An instance d of class DOMEventStream supplies one other important method.

expandNode

d.expandNode(node)

node must be the latest instance of Node so far returned by iterating on d, i.e., the instance of Node returned by the latest call to d.next( ). expandNode processes that part of the XML document stream that corresponds to the subtree rooted at node, ensuring that you can then access the subtree with the usual minidom approach. d iterates on itself for the purpose so that after calling expandNode, the next call to next continues right after the subtree thus expanded.

23.3.5 Parsing XHTML with xml.dom.pulldom

The following example uses xml.dom.pulldom to perform the same task as our previous examples, fetching a page from the Web with urllib, parsing it, and outputting the hyperlinks:

import xml.dom.pulldom, urllib, urlparse

f = urllib.urlopen('http://www.w3.org/MarkUp/')
doc = xml.dom.pulldom.parse(f)
seen = {}
for event, node in doc:
    if event=='START_ELEMENT' and node.nodeName=='a':
        doc.expandNode(node)
        value = node.getAttribute('href')
        if value and value not in seen:
            seen[value] = True
            pieces = urlparse.urlparse(value)
            if pieces[0] == 'http' and pieces[1]!='www.w3.org':
                print urlparse.urlunparse(pieces)

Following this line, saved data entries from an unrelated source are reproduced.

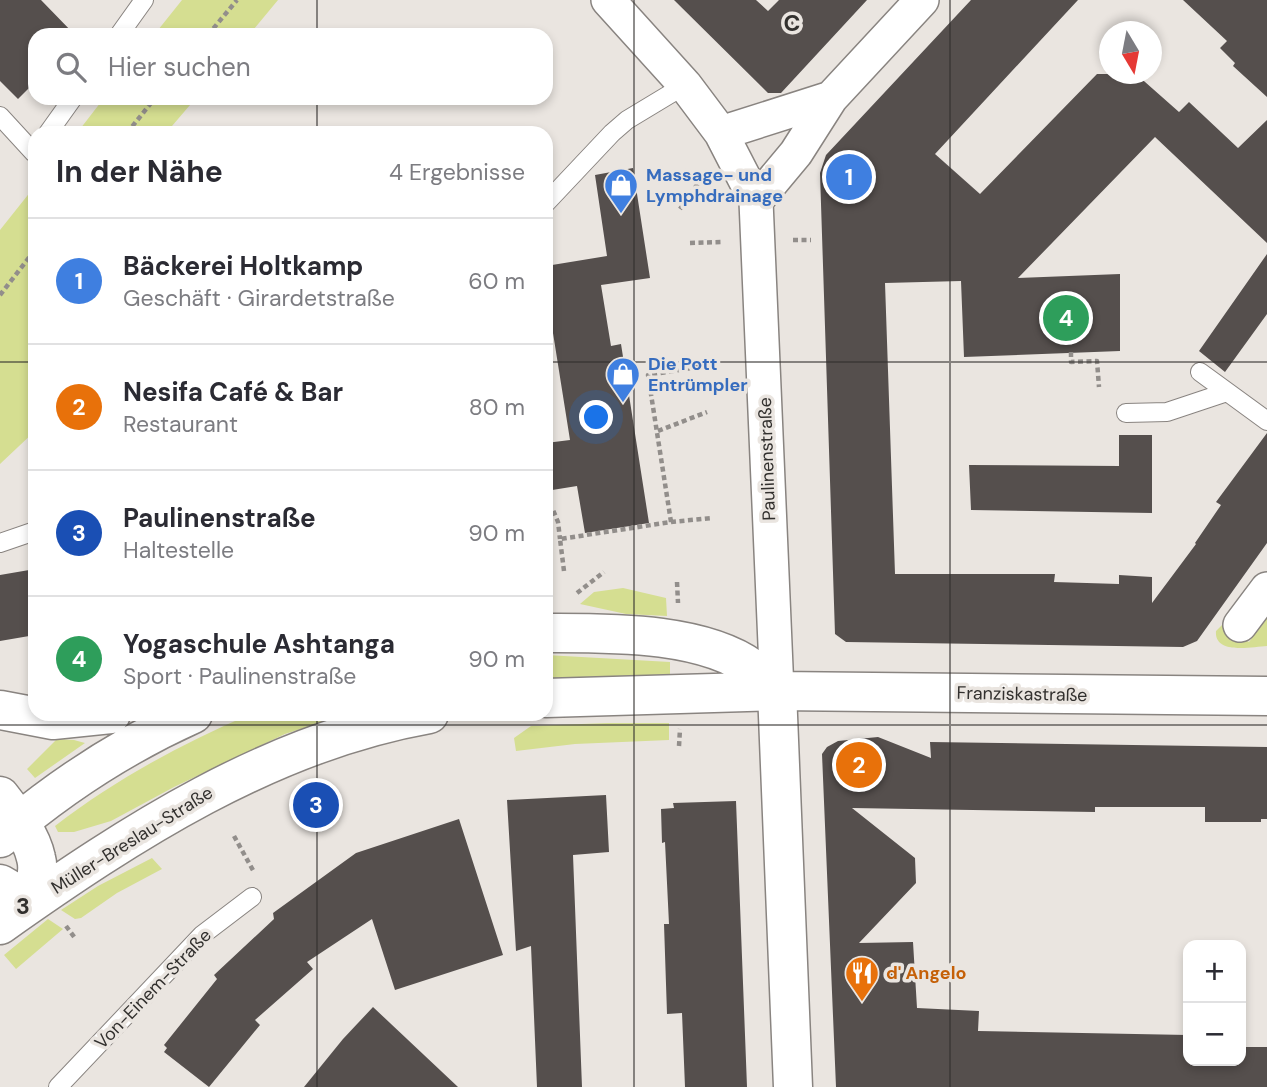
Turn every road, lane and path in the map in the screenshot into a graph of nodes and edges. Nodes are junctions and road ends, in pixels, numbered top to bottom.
1 (144, 0) edge
2 (237, 0) edge
3 (608, 0) edge
4 (922, 0) edge
5 (124, 28) edge
6 (214, 28) edge
7 (685, 85) junction
8 (831, 98) junction
9 (68, 105) edge
10 (149, 105) edge
11 (0, 116) edge
12 (53, 126) edge
13 (133, 126) edge
14 (722, 133) junction
15 (28, 146) edge
16 (553, 195) edge
17 (756, 201) junction
18 (788, 240) dead end
19 (811, 240) dead end
20 (723, 242) dead end
21 (690, 243) dead end
22 (28, 259) edge
23 (0, 295) edge
24 (1071, 352) dead end
25 (704, 366) dead end
26 (1200, 372) dead end
27 (1099, 387) dead end
28 (1227, 392) junction
29 (707, 412) dead end
30 (1126, 413) dead end
31 (1267, 421) edge
32 (658, 431) junction
33 (553, 510) edge
34 (712, 518) dead end
35 (671, 522) junction
36 (28, 533) edge
37 (561, 539) junction
38 (0, 543) edge
39 (564, 570) dead end
40 (677, 582) dead end
41 (1267, 589) edge
42 (678, 614) dead end
43 (1240, 625) dead end
44 (553, 633) edge
45 (777, 691) junction
46 (1267, 696) edge
47 (553, 698) edge
48 (0, 710) edge
49 (28, 715) edge
50 (177, 721) edge
51 (387, 721) edge
52 (6, 818) edge
53 (16, 893) edge
54 (252, 897) dead end
55 (0, 925) edge
56 (58, 1087) edge
57 (793, 1087) edge

1 - 5 lane
2 - 6 path
3 - 7 street, Paulinenstraße
4 - 8 street
7 - 14 street, Paulinenstraße
7 - 16 lane
8 - 14 street
8 - 17 street
9 - 12 lane
10 - 13 path
11 - 15 lane
14 - 17 street, Paulinenstraße
17 - 45 street, Paulinenstraße
18 - 19 path
20 - 21 path
22 - 23 path
24 - 27 path
25 - 32 path
26 - 28 lane
28 - 30 lane
28 - 31 lane
29 - 32 path
32 - 35 path
33 - 37 path
34 - 35 path
35 - 37 path
36 - 38 lane
37 - 39 path
40 - 42 path
41 - 43 street
44 - 45 main road
45 - 46 main road, Franziskastraße
45 - 47 main road
45 - 57 main road, Paulinenstraße
48 - 49 main road
50 - 52 main road
51 - 53 main road, Müller-Breslau-Straße
52 - 53 main road
53 - 55 main road, Müller-Breslau-Straße
54 - 56 lane, Von-Einem-Straße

In this example, we select only elements with tag 'a'. For each of them we request full expansion, and then proceed just like in the minidom example (i.e., we get the relevant attribute, if any, then work in the usual way with the attribute's value). The expansion is in fact not necessary in this specific case, since we do not need to work with the subtree rooted in each element with tag 'a', just with the attributes, and attributes can be accessed without calling expandNode. Therefore, this example works just as well if you change the call to doc.expandNode into a comment. However, I put the expandNode call in the example to show how this crucial method of pulldom is normally used in context.